----- Recorded data
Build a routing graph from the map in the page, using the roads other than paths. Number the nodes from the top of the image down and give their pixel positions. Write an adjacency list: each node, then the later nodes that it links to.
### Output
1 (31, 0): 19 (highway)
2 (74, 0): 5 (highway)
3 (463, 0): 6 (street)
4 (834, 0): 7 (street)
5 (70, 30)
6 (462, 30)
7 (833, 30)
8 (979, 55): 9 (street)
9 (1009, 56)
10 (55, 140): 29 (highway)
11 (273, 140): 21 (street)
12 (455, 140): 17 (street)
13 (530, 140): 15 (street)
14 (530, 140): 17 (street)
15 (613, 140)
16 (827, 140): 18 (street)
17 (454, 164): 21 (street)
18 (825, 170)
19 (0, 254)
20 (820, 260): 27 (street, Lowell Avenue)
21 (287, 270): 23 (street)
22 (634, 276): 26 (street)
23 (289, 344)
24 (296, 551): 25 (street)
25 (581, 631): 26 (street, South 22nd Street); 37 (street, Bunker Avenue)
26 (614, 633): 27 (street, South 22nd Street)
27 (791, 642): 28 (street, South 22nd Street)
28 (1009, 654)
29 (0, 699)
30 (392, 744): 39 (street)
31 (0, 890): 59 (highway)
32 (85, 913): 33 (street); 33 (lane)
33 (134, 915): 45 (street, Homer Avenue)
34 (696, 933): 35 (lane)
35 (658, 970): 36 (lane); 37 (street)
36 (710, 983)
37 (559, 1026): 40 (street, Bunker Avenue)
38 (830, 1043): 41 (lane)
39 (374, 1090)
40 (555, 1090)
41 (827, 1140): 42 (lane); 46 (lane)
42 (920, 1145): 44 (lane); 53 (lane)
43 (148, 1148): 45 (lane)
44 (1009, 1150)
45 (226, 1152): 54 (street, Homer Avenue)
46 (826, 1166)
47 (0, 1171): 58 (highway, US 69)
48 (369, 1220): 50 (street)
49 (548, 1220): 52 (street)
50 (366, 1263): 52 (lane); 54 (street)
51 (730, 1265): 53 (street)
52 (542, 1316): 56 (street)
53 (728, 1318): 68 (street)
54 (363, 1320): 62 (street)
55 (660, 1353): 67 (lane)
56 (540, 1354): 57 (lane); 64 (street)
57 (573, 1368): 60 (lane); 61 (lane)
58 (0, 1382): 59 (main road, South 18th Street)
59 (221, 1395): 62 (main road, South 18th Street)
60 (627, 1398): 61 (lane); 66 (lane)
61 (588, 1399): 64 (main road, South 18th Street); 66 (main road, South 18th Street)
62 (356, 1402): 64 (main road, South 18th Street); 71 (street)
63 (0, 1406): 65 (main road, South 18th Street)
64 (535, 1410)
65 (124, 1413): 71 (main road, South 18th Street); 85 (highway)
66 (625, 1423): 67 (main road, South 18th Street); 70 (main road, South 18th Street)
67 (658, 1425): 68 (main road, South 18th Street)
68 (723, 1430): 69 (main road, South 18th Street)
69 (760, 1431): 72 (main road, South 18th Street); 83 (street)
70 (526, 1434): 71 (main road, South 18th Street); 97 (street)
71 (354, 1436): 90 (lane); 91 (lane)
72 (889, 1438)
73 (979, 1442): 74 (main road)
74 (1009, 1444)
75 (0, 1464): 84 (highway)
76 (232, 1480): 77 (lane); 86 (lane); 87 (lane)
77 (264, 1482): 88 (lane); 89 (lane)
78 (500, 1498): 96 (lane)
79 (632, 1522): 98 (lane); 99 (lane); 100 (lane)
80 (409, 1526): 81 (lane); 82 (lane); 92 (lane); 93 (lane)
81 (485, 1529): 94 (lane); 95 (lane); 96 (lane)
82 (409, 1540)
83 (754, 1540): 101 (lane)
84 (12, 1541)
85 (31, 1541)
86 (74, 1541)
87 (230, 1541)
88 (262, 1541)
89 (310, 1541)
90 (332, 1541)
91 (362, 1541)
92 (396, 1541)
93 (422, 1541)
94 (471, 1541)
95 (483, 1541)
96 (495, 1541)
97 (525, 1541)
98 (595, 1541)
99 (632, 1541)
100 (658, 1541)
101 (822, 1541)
----------
When a line in the records holds the string "highway", copy that line.

== Exercise response ==
1 (31, 0): 19 (highway)
2 (74, 0): 5 (highway)
10 (55, 140): 29 (highway)
31 (0, 890): 59 (highway)
47 (0, 1171): 58 (highway, US 69)
65 (124, 1413): 71 (main road, South 18th Street); 85 (highway)
75 (0, 1464): 84 (highway)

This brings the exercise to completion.